■ **Exercise prompt**
Every record below should be transcribed exactly. Omit the images.

■ **Information supplied**
--- --- ---

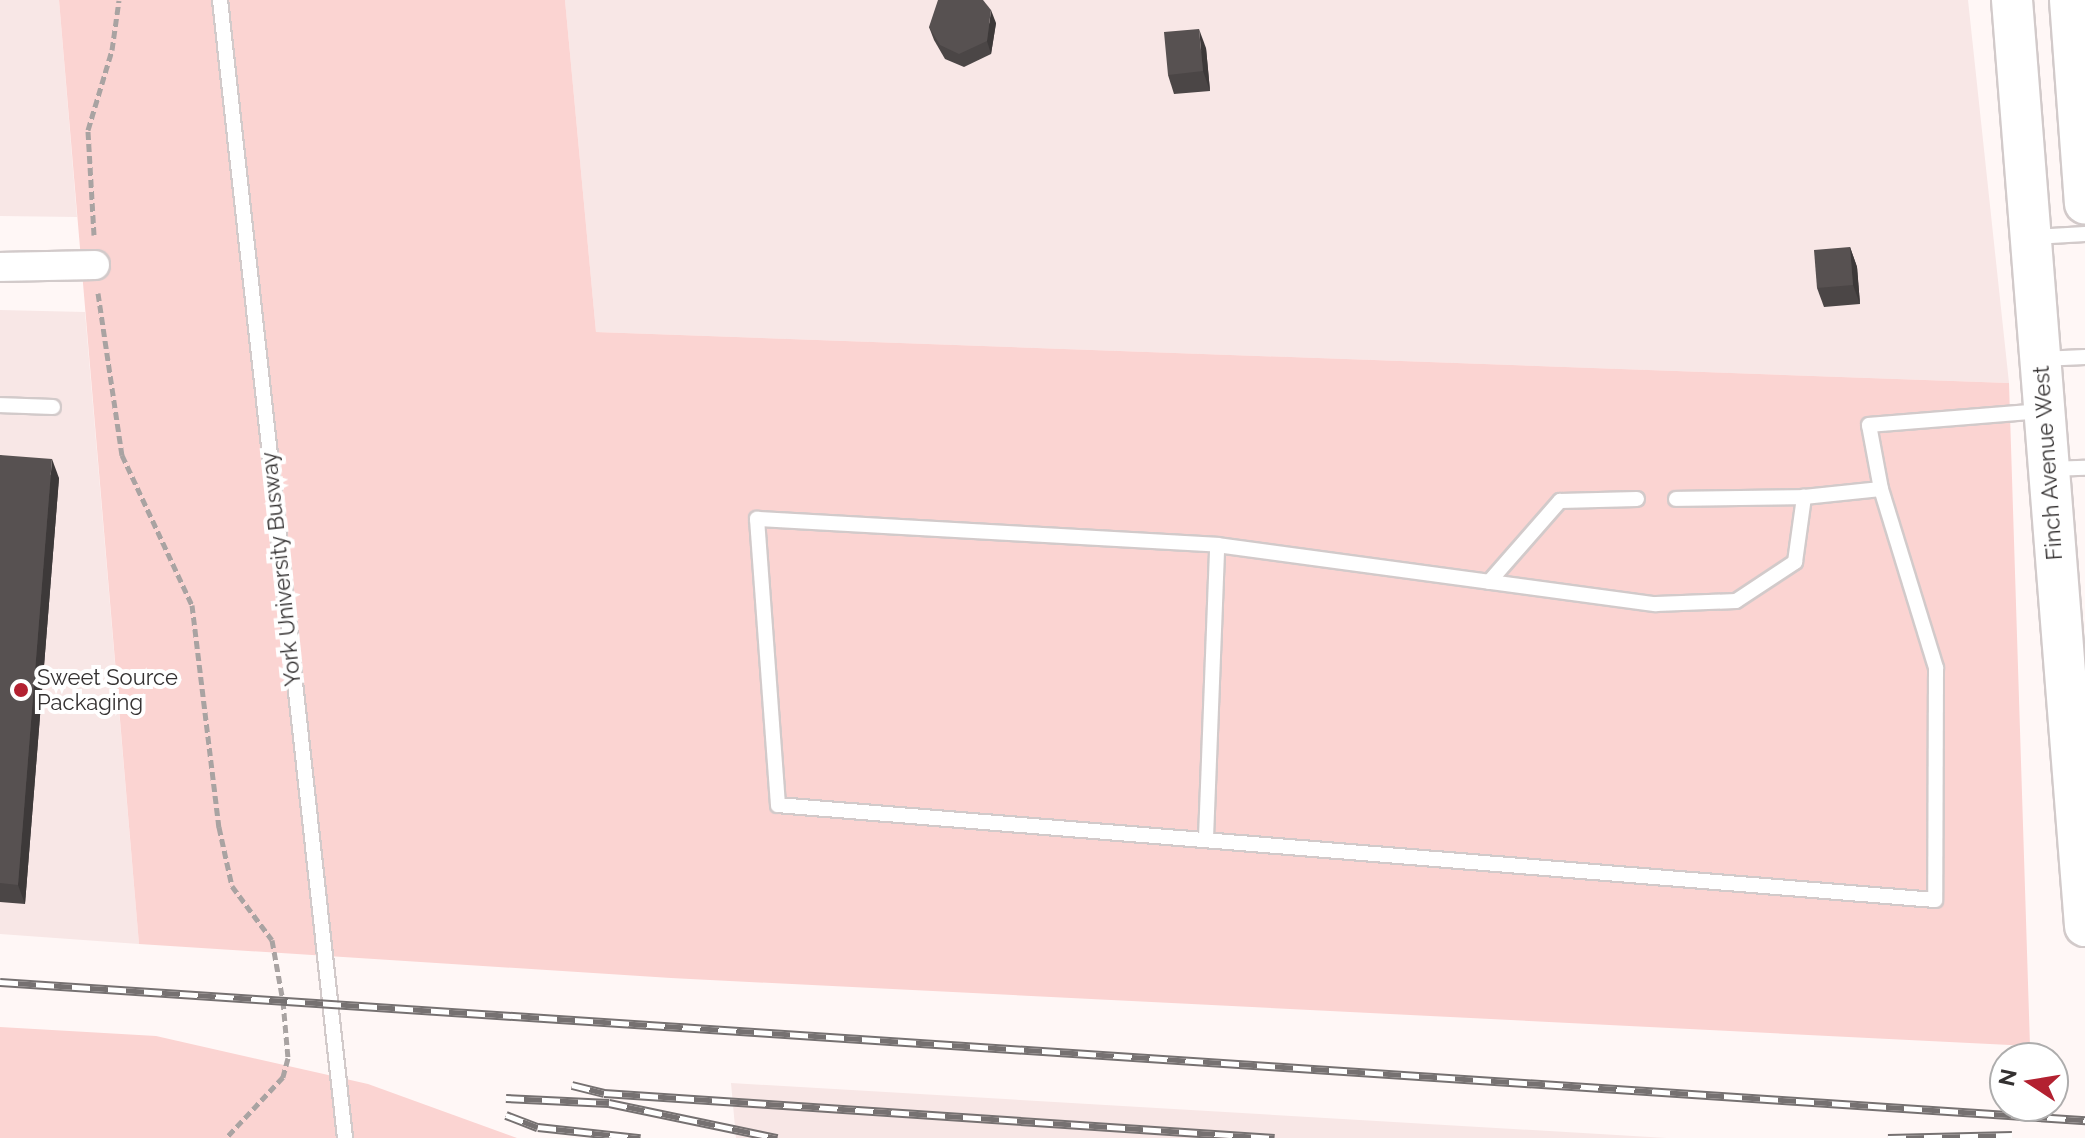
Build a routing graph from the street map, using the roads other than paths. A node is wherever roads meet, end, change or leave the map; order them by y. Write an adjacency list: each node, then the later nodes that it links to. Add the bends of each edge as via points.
1 (220, 0): 23 (lane, York University Busway)
2 (2012, 0): 6 (main road, Finch Avenue West)
3 (2070, 0): 4 (main road)
4 (2085, 203)
5 (2085, 234): 6 (lane)
6 (2031, 238): 10 (main road, Finch Avenue West)
7 (95, 265): 8 (street)
8 (0, 267)
9 (2085, 357): 10 (lane)
10 (2041, 359): 13 (main road, Finch Avenue West)
11 (0, 405): 12 (lane)
12 (53, 407)
13 (2044, 411): 14 (main road, Finch Avenue West); 15 (lane, via 1869,425)
14 (2067, 468): 22 (main road, Finch Avenue West)
15 (1881, 489): 16 (lane); 21 (lane, via 1936,668 1935,900)
16 (1804, 497): 18 (lane); 20 (lane, via 1795,562 1736,601 1656,604)
17 (1637, 499): 20 (lane, via 1560,501)
18 (1676, 499)
19 (1217, 545): 20 (lane); 21 (lane); 21 (lane, via 757,519 778,805)
20 (1489, 582)
21 (1206, 838)
22 (2085, 926)
23 (345, 1138)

--- --- ---

■ **Written solution**
Build a routing graph from the street map, using the roads other than paths. A node is wherever roads meet, end, change or leave the map; order them by y. Write an adjacency list: each node, then the later nodes that it links to. Add the bends of each edge as via points.
1 (220, 0): 23 (lane, York University Busway)
2 (2012, 0): 6 (main road, Finch Avenue West)
3 (2070, 0): 4 (main road)
4 (2085, 203)
5 (2085, 234): 6 (lane)
6 (2031, 238): 10 (main road, Finch Avenue West)
7 (95, 265): 8 (street)
8 (0, 267)
9 (2085, 357): 10 (lane)
10 (2041, 359): 13 (main road, Finch Avenue West)
11 (0, 405): 12 (lane)
12 (53, 407)
13 (2044, 411): 14 (main road, Finch Avenue West); 15 (lane, via 1869,425)
14 (2067, 468): 22 (main road, Finch Avenue West)
15 (1881, 489): 16 (lane); 21 (lane, via 1936,668 1935,900)
16 (1804, 497): 18 (lane); 20 (lane, via 1795,562 1736,601 1656,604)
17 (1637, 499): 20 (lane, via 1560,501)
18 (1676, 499)
19 (1217, 545): 20 (lane); 21 (lane); 21 (lane, via 757,519 778,805)
20 (1489, 582)
21 (1206, 838)
22 (2085, 926)
23 (345, 1138)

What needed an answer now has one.